Но, видимо, кто-то сидевший во мне твердо знал, что я оказался здесь не ради одного только сна, ибо среди ночи я внезапно, толчком, проснулся, притом, таким бодрым, словно проспал целые сутки. Детские тела, разбросанные в самых немыслимых позах на широком голубовато-белом поле, выглядели поразительно странными. Одни сбились тесными группками, словно объединенные страхом; другие сплелись в братском объятии; третьи полегли на кровати ровными рядами, как будто их скосила автоматная очередь; но самое патетическое зрелище представляли одиночки — те, что расползлись по углам подобно раненому зверю, умирающему подальше от всех, или же, напротив, из последних сил потянулись — и не успели! — к товарищам. После восторженного вечернего ажиотажа это затихшее поле битвы безжалостно напомнило мне о том неизменно угрожающем повороте судьбы, чье имя — злонесущая инверсия. Предсказания, расточаемые Командором, всегда звучали слишком символично и оттого невнятно. Урок же данного вечера отличается пугающей наглядностью. Все сущности, раскрытые мною и доведенные до высшей точки накала, могут завтра — да что завтра, уже сегодня! — СМЕНИТЬ ЗНАК и сгореть в адском огне, тем более жестоком, чем восторженнее я стану им поклоняться.

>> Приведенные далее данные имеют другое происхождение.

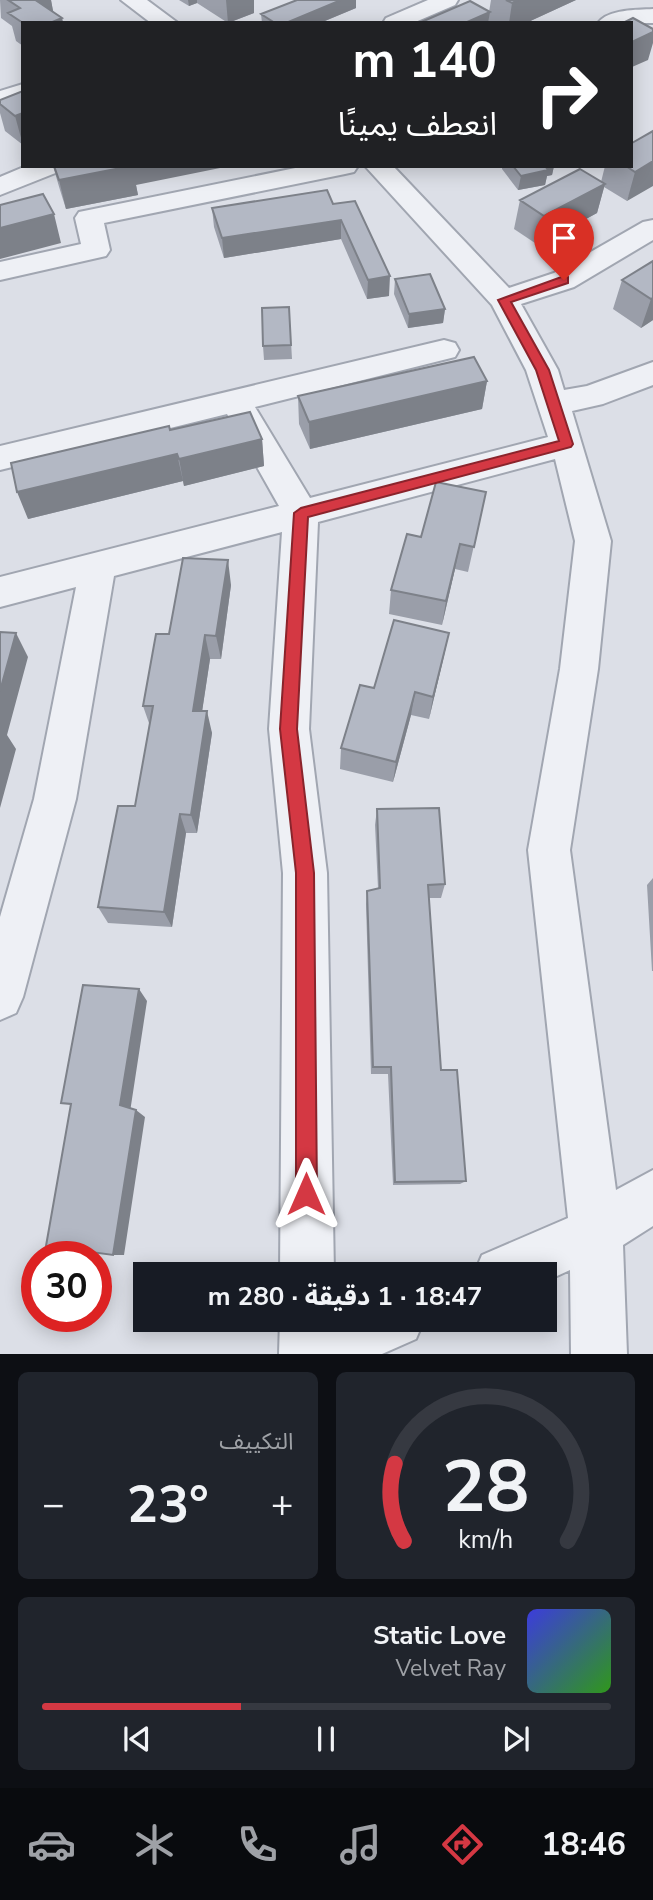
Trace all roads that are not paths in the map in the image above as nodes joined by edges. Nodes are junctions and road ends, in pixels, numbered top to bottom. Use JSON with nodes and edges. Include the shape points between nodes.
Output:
{"nodes":[{"id":1,"x":132,"y":0,"type":"edge"},
{"id":2,"x":447,"y":0,"type":"edge"},
{"id":3,"x":653,"y":16,"type":"edge"},
{"id":4,"x":164,"y":21,"type":"edge"},
{"id":5,"x":399,"y":21,"type":"edge"},
{"id":6,"x":615,"y":21,"type":"edge"},
{"id":7,"x":21,"y":92,"type":"edge"},
{"id":8,"x":0,"y":100,"type":"edge"},
{"id":9,"x":44,"y":168,"type":"edge"},
{"id":10,"x":335,"y":168,"type":"edge"},
{"id":11,"x":380,"y":168,"type":"edge"},
{"id":12,"x":0,"y":187,"type":"edge"},
{"id":13,"x":653,"y":228,"type":"edge"},
{"id":14,"x":0,"y":271,"type":"edge"},
{"id":15,"x":504,"y":300,"type":"junction"},
{"id":16,"x":444,"y":350,"type":"dead end"},
{"id":17,"x":653,"y":373,"type":"edge"},
{"id":18,"x":235,"y":401,"type":"junction"},
{"id":19,"x":553,"y":403,"type":"junction"},
{"id":20,"x":567,"y":444,"type":"junction"},
{"id":21,"x":0,"y":458,"type":"edge"},
{"id":22,"x":301,"y":513,"type":"junction"},
{"id":23,"x":98,"y":566,"type":"junction"},
{"id":24,"x":0,"y":592,"type":"edge"},
{"id":25,"x":0,"y":997,"type":"edge"},
{"id":26,"x":653,"y":1196,"type":"edge"},
{"id":27,"x":596,"y":1232,"type":"junction"},
{"id":28,"x":307,"y":1262,"type":"edge"},
{"id":29,"x":528,"y":1262,"type":"edge"},
{"id":30,"x":307,"y":1332,"type":"edge"},
{"id":31,"x":369,"y":1332,"type":"edge"},
{"id":32,"x":307,"y":1354,"type":"edge"},
{"id":33,"x":318,"y":1354,"type":"edge"},
{"id":34,"x":599,"y":1354,"type":"edge"}],
"edges":[{"from":1,"to":4,"type":"street"},
{"from":2,"to":5,"type":"street"},
{"from":3,"to":6,"type":"street"},
{"from":7,"to":8,"type":"street"},
{"from":9,"to":12,"type":"street"},
{"from":10,"to":14,"type":"street","via":[[89,218],[96,250]]},
{"from":11,"to":15,"type":"street"},
{"from":13,"to":15,"type":"street","via":[[564,280]]},
{"from":15,"to":19,"type":"street","via":[[542,370]]},
{"from":16,"to":18,"type":"street"},
{"from":17,"to":19,"type":"street","via":[[592,396]]},
{"from":18,"to":21,"type":"street"},
{"from":18,"to":22,"type":"street"},
{"from":19,"to":20,"type":"street"},
{"from":20,"to":22,"type":"street"},
{"from":20,"to":27,"type":"street","via":[[593,541],[579,669],[549,850]]},
{"from":22,"to":23,"type":"street"},
{"from":22,"to":28,"type":"street","via":[[289,729],[305,873]]},
{"from":23,"to":24,"type":"street"},
{"from":23,"to":25,"type":"street","via":[[55,799]]},
{"from":26,"to":27,"type":"street"},
{"from":27,"to":29,"type":"street"},
{"from":27,"to":34,"type":"street"},
{"from":30,"to":32,"type":"street"},
{"from":31,"to":33,"type":"street"}]}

Однако печаль, навеянная этими предчувствиями, была столь возвышенной и величественной, что легко соседствовала с торжественной радостью, переполнявшей меня в те минуты, когда я склонялся над моими маленькими спящими воинами. Я переходил… нет, окрыленный нежностью, почти перелетал от одного к другому; я отмечал и запоминал своеобразие сна каждого из них; некоторых я переворачивал, чтобы заглянуть им в лицо, как переворачивают гальку на пляже, открывая ее вторую, влажную, спрятанную от солнца щеку. Дальше я приподнял, не разъединяя, пару крепко обнявшихся близнецов, и они оба с сонным бормотанием мягко уронили головы мне на плечо. О, мои большие уснувшие куклы с влажными вспотевшими лицами и бессильно-мягкими телами! — мне никогда не забыть вашу особенную, МЕРТВУЮ тяжесть! Мои руки, мои плечи и спина, каждый мой мускул навсегда запомнит этот необычный, ни с чем не схожий груз..


Мрачные записки

«Много позже, размышляя о знамениях той достопамятной ночи, я пришел к выводу, что разнообразные позы спящих детей можно свести к трем основным типам.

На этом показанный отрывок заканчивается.